Sorry about the very short notice on this one. Andrew Iarocci, postdoctoral research fellow at the Canadian War Museum, will be speaking on his latest book, "Shoestring Soldiers: The 1st Canadian Division at War, 1914-1915" (University of Toronto Press, 2008), at the Laurier Centre for Military Strategic and Disarmament Studies at 232 King Street, Kitchener-Waterloo, Ontario, on Thursday, 2 October, at 1900 hours.

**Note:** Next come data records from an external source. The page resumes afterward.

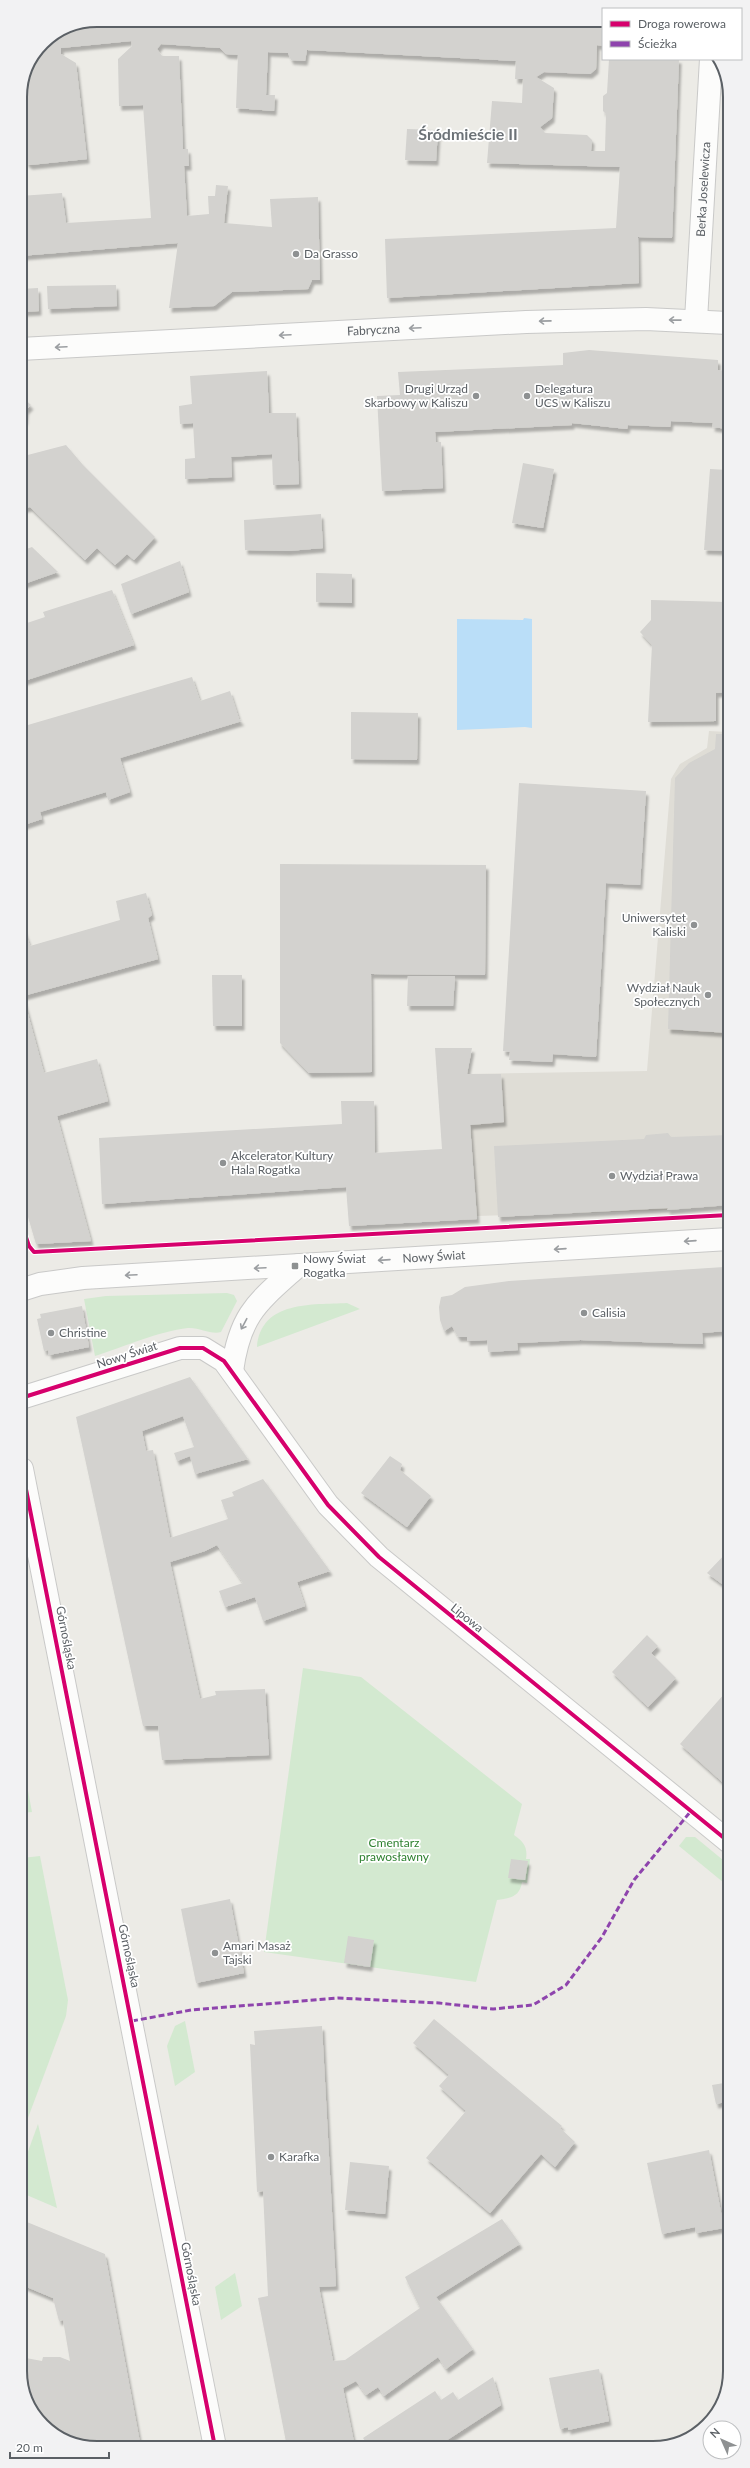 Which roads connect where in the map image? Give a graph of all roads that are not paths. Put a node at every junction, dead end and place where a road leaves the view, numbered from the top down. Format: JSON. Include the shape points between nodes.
{"nodes":[{"id":1,"x":712,"y":60,"type":"edge"},
{"id":2,"x":696,"y":320,"type":"junction"},
{"id":3,"x":723,"y":323,"type":"edge"},
{"id":4,"x":27,"y":349,"type":"edge"},
{"id":5,"x":723,"y":1239,"type":"edge"},
{"id":6,"x":299,"y":1265,"type":"junction"},
{"id":7,"x":27,"y":1288,"type":"edge"},
{"id":8,"x":232,"y":1371,"type":"junction"},
{"id":9,"x":27,"y":1396,"type":"edge"},
{"id":10,"x":27,"y":1494,"type":"edge"},
{"id":11,"x":723,"y":1837,"type":"edge"},
{"id":12,"x":214,"y":2441,"type":"edge"}],
"edges":[{"from":1,"to":2,"type":"street","name":"Berka Joselewicza"},
{"from":2,"to":3,"type":"street","name":"Fabryczna"},
{"from":2,"to":4,"type":"street","name":"Fabryczna","one_way":true,"via":[[526,322]]},
{"from":5,"to":6,"type":"street","name":"Nowy Świat","one_way":true},
{"from":6,"to":7,"type":"street","name":"Nowy Świat","one_way":true,"via":[[83,1278]]},
{"from":6,"to":8,"type":"street","one_way":true,"via":[[265,1296],[243,1324],[236,1344]]},
{"from":8,"to":9,"type":"street","name":"Nowy Świat","via":[[224,1361],[203,1348],[180,1348]]},
{"from":8,"to":11,"type":"street","name":"Lipowa","via":[[310,1483],[352,1532],[411,1585]]},
{"from":10,"to":12,"type":"street","name":"Górnośląska"}]} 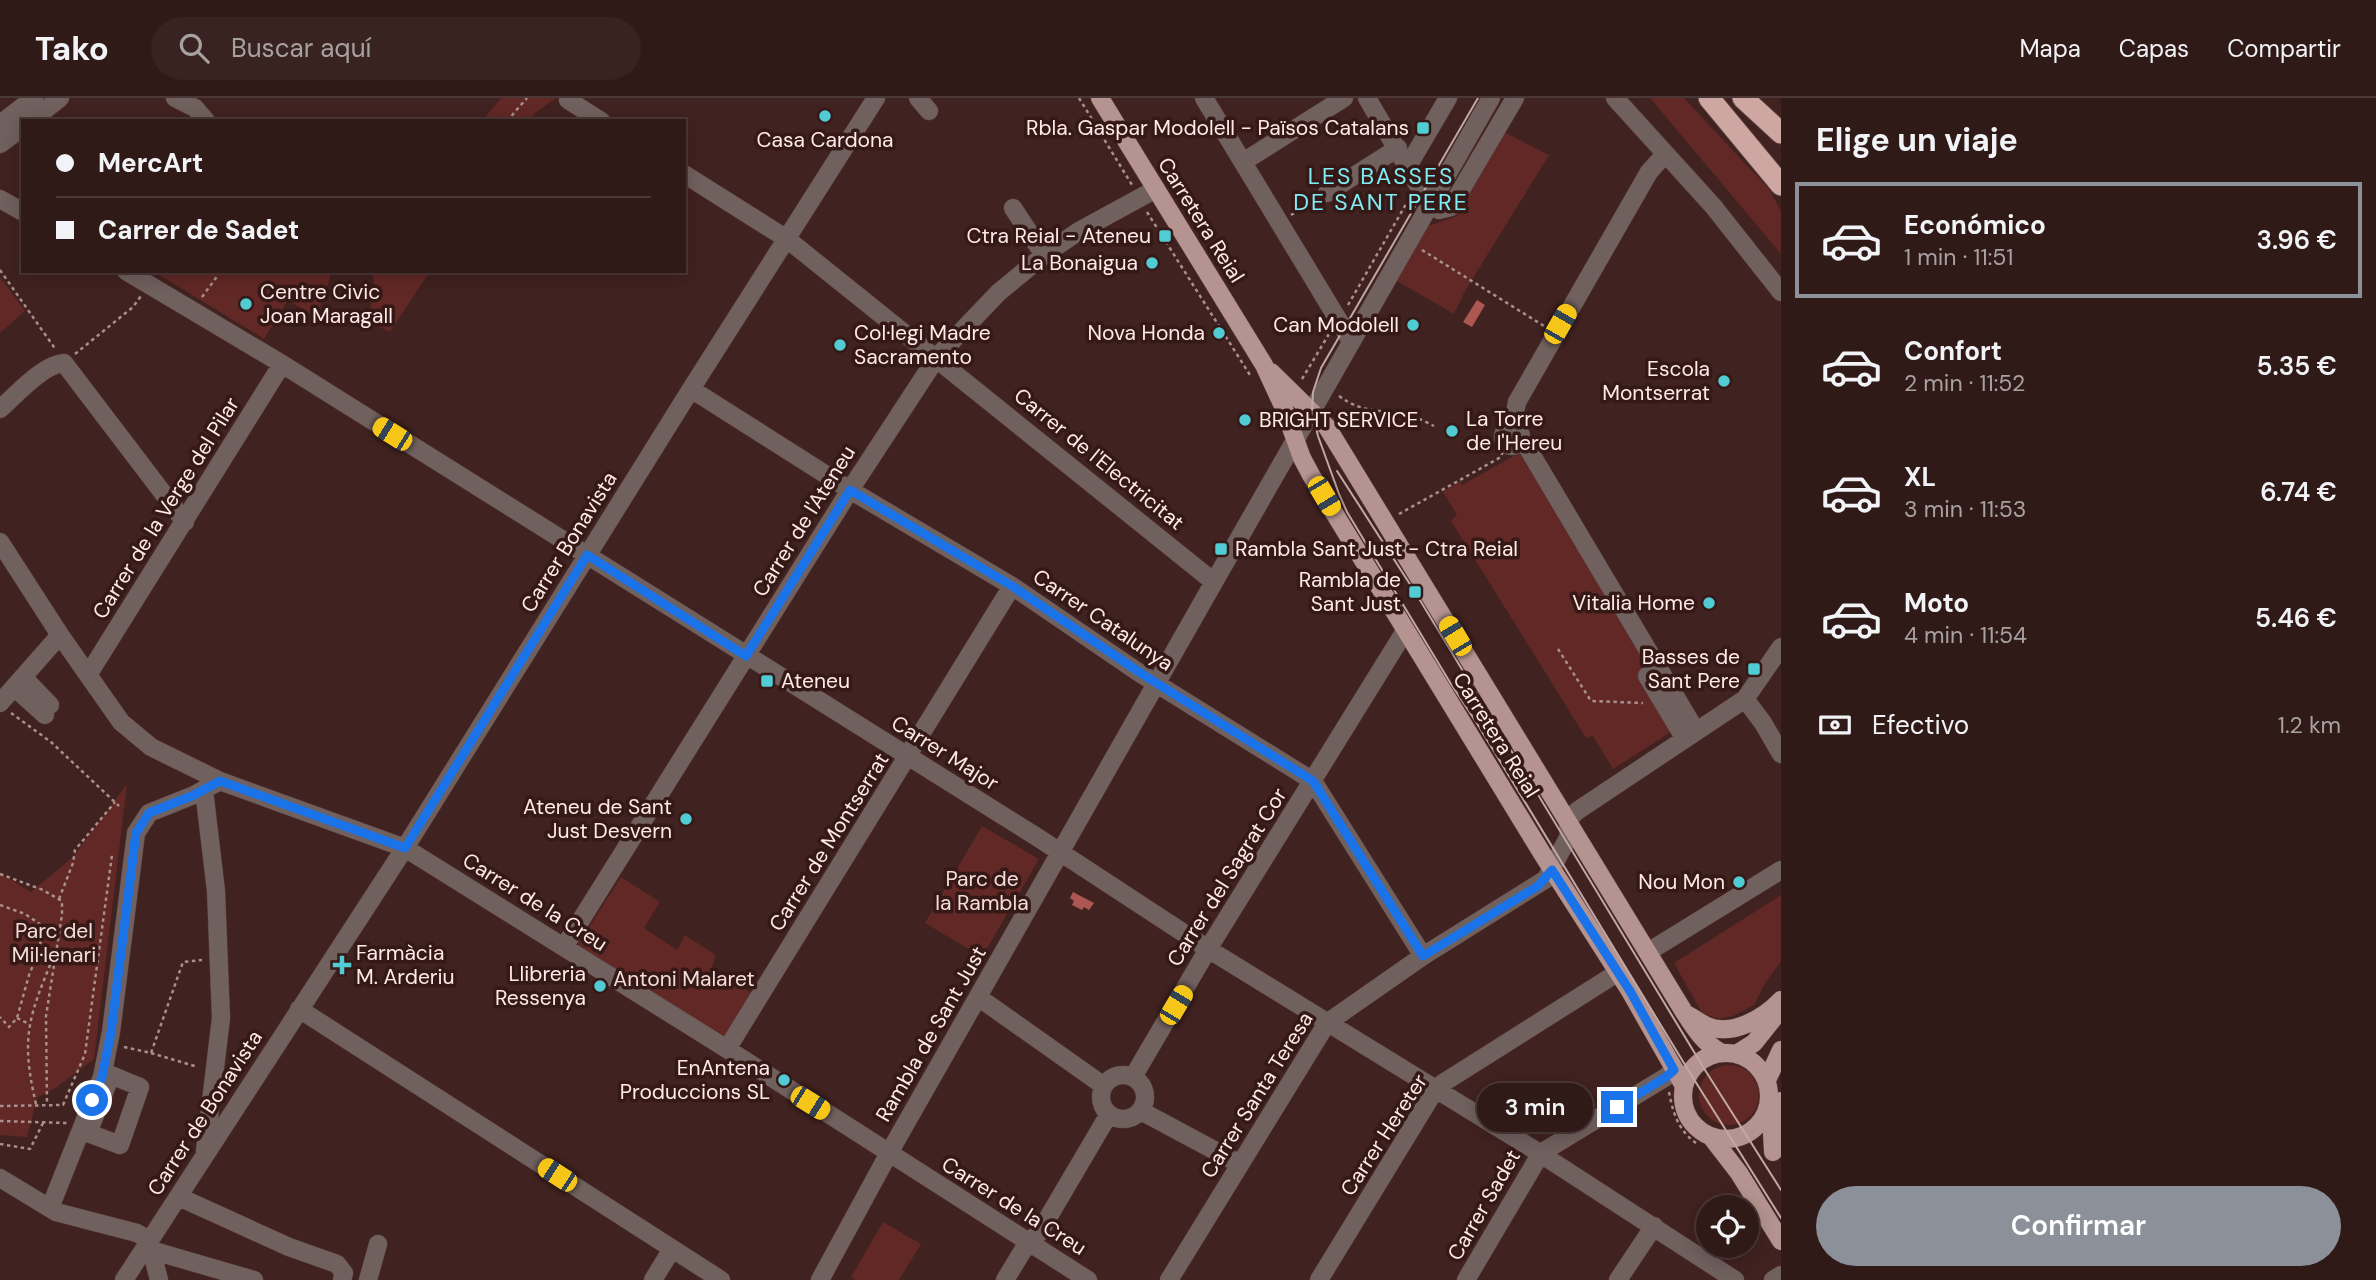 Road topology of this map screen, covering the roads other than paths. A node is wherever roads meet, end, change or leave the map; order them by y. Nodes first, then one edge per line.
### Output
1 (34, 98) edge
2 (60, 98) edge
3 (175, 98) edge
4 (876, 98) edge
5 (1100, 98) edge
6 (1204, 98) edge
7 (1345, 98) edge
8 (1367, 98) edge
9 (1448, 98) edge
10 (1492, 98) edge
11 (1515, 98) edge
12 (1615, 98) edge
13 (1709, 98) edge
14 (1743, 98) edge
15 (568, 100) dead end
16 (34, 119) edge
17 (204, 119) edge
18 (598, 119) edge
19 (0, 124) edge
20 (21, 128) edge
21 (1781, 133) edge
22 (0, 144) edge
23 (1398, 148) junction
24 (1665, 154) junction
25 (1243, 162) junction
26 (1408, 166) junction
27 (686, 175) edge
28 (1781, 185) edge
29 (1156, 189) junction
30 (1327, 193) road end
31 (0, 199) edge
32 (1429, 204) junction
33 (1013, 208) dead end
34 (21, 211) edge
35 (787, 239) junction
36 (1044, 255) junction
37 (131, 273) edge
38 (1781, 292) edge
39 (1351, 341) junction
40 (937, 357) junction
41 (282, 364) junction
42 (1264, 365) junction
43 (691, 389) junction
44 (0, 409) edge
45 (1312, 411) junction
46 (1295, 440) junction
47 (850, 490) junction
48 (185, 522) junction
49 (0, 542) edge
50 (587, 555) junction
51 (1214, 582) junction
52 (1012, 586) junction
53 (1405, 631) junction
54 (60, 635) junction
55 (1781, 647) edge
56 (746, 656) junction
57 (88, 676) junction
58 (1647, 676) dead end
59 (19, 682) junction
60 (1156, 683) junction
61 (1745, 699) junction
62 (5, 707) edge
63 (48, 710) dead end
64 (1691, 735) junction
65 (1781, 754) edge
66 (908, 758) junction
67 (220, 781) junction
68 (1313, 781) junction
69 (204, 790) junction
70 (1568, 820) junction
71 (405, 848) junction
72 (1060, 853) junction
73 (1552, 870) junction
74 (1781, 870) edge
75 (564, 947) junction
76 (1208, 949) junction
77 (1648, 952) junction
78 (1423, 956) junction
79 (1617, 972) junction
80 (978, 997) junction
81 (1781, 1000) edge
82 (299, 1009) junction
83 (1781, 1009) edge
84 (1684, 1012) junction
85 (1327, 1023) junction
86 (727, 1049) junction
87 (1781, 1050) edge
88 (1729, 1053) junction
89 (1669, 1074) junction
90 (1133, 1077) junction
91 (1768, 1080) junction
92 (1104, 1086) junction
93 (1684, 1086) junction
94 (1435, 1090) junction
95 (1781, 1101) edge
96 (1141, 1111) junction
97 (1109, 1114) junction
98 (1758, 1127) junction
99 (1706, 1141) junction
100 (889, 1153) junction
101 (1541, 1153) junction
102 (204, 1158) junction
103 (1777, 1159) edge
104 (1240, 1164) junction
105 (0, 1178) edge
106 (179, 1197) junction
107 (50, 1208) junction
108 (1654, 1226) junction
109 (1781, 1241) edge
110 (1028, 1242) junction
111 (378, 1244) dead end
112 (151, 1246) junction
113 (672, 1249) junction
114 (1781, 1275) edge
115 (124, 1280) edge
116 (159, 1280) edge
117 (254, 1280) edge
118 (342, 1280) edge
119 (368, 1280) edge
120 (653, 1280) edge
121 (721, 1280) edge
122 (820, 1280) edge
123 (1005, 1280) edge
124 (1088, 1280) edge
125 (1169, 1280) edge
126 (1319, 1280) edge
127 (1466, 1280) edge
128 (1618, 1280) edge
129 (1735, 1280) edge
130 (1773, 1280) edge

1 - 19 street
2 - 16 street
3 - 17 street
4 - 35 street, Carrer Bonavista
5 - 29 main road, Carretera Reial
6 - 25 street
7 - 25 street
8 - 23 street
9 - 26 street
10 - 32 street, Rambla de Sant Just
11 - 32 street
12 - 24 street
13 - 28 highway
14 - 21 highway
15 - 18 street
20 - 22 street
23 - 26 street
23 - 30 street
24 - 38 street
24 - 64 street
25 - 39 street
26 - 32 street
27 - 35 street, Carrer de l'Electricitat
29 - 36 street, Carrer de l'Ateneu
29 - 42 main road, Carretera Reial
31 - 34 street
32 - 39 street, Rambla de Sant Just
33 - 36 street
35 - 40 street, Carrer de l'Electricitat
35 - 43 street, Carrer Bonavista
36 - 40 street, Carrer de l'Ateneu
37 - 41 street, Carrer Major
39 - 45 street, Rambla de Sant Just
40 - 47 street, Carrer de l'Ateneu
40 - 51 street, Carrer de l'Electricitat
41 - 48 street, Carrer de la Verge del Pilar
41 - 50 street, Carrer Major
42 - 45 main road, Carretera Reial
42 - 46 main road, Carretera Reial
43 - 47 street, Carrer Catalunya
43 - 50 street, Carrer Bonavista
44 - 48 street
45 - 46 street, Rambla de Sant Just
45 - 70 main road, Carretera Reial
46 - 51 street, Rambla de Sant Just
46 - 53 main road, Carretera Reial
47 - 52 street, Carrer Catalunya
47 - 56 street, Carrer de l'Ateneu
48 - 57 street, Carrer de la Verge del Pilar
49 - 54 street, Carrer de la Creu
50 - 56 street, Carrer Major
50 - 71 street, Carrer Bonavista
51 - 60 street, Rambla de Sant Just
52 - 60 street, Carrer Catalunya
52 - 66 street, Carrer de Montserrat
53 - 68 street, Carrer del Sagrat Cor
53 - 73 main road, Carretera Reial
54 - 57 street, Carrer de la Creu
54 - 59 street
55 - 61 street
56 - 66 street, Carrer Major
56 - 75 street, Carrer de l'Ateneu
57 - 67 street, Carrer de la Creu
58 - 64 street
59 - 62 street
59 - 63 street
60 - 68 street, Carrer Catalunya
60 - 72 street, Rambla de Sant Just
61 - 64 street
61 - 65 street
64 - 70 street
66 - 72 street, Carrer Major
66 - 86 street, Carrer de Montserrat
67 - 69 street
67 - 71 street, Carrer de la Creu
68 - 76 street, Carrer del Sagrat Cor
68 - 78 street, Carrer Catalunya
69 - 102 street
69 - 107 street
70 - 73 street
70 - 77 main road, Carretera Reial
71 - 75 street, Carrer de la Creu
71 - 82 street, Carrer Bonavista
72 - 76 street, Carrer Major
72 - 80 street, Rambla de Sant Just
73 - 78 street, Carrer Santa Teresa
73 - 79 main road, Carretera Reial
74 - 77 street
75 - 86 street, Carrer de la Creu
76 - 85 street, Carrer Major
76 - 90 street, Carrer del Sagrat Cor
77 - 84 main road, Carretera Reial
78 - 85 street, Carrer Santa Teresa
79 - 89 main road, Carretera Reial
79 - 94 street, Carrer Hereter
80 - 92 street
80 - 100 street, Rambla de Sant Just
81 - 84 main road
82 - 102 street, Carrer de Bonavista
82 - 113 street
83 - 88 main road
84 - 88 main road, Carretera Reial
85 - 94 street, Carrer Major
85 - 104 street, Carrer Santa Teresa
86 - 100 street, Carrer de la Creu
87 - 91 main road
88 - 91 main road
88 - 93 main road
89 - 93 main road, Carretera Reial
89 - 101 street
90 - 92 street
90 - 96 street
91 - 98 main road
92 - 97 street
93 - 99 main road
94 - 101 street, Carrer Major
94 - 126 street, Carrer Hereter
95 - 103 main road
96 - 97 street
96 - 104 street
97 - 110 street
98 - 99 main road
98 - 103 main road
99 - 109 main road
100 - 110 street, Carrer de la Creu
100 - 122 street, Rambla de Sant Just
101 - 108 street, Carrer Major
101 - 127 street, Carrer Sadet
102 - 106 street, Carrer de Bonavista
104 - 125 street, Carrer Santa Teresa
105 - 107 street
106 - 112 street, Carrer de Bonavista
106 - 118 street
107 - 112 street
108 - 128 street
108 - 129 street, Carrer Major
110 - 123 street
110 - 124 street, Carrer de la Creu
111 - 119 street
112 - 115 street
112 - 116 street
112 - 117 street
113 - 120 street
113 - 121 street
114 - 130 street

As the release notes:
"In this exciting new work, Andrew Iarocci challenges the dominant view that the 1st Canadian Division was poorly prepared for war in 1914, and less than effective during battles in 1915. He examines the first generations of men to serve overseas with the division: their training, leadership, morale, and combat operations from Salisbury Plain to the Ypres Salient, from the La Bassée Canal to Ploegsteert Wood. Iarocci contends that setbacks and high losses in battle were not so much the products of poor training and weak leadership as the were of inadequate material resources on the Western Front.
Shoestring Soldiers incorporates a wealth of research material from official documents, soldiers' letters and diaries, and the battlefields themselves, surveyed extensively by the author. It marks an important contribution to the growing body of literature on Canada in the First World War."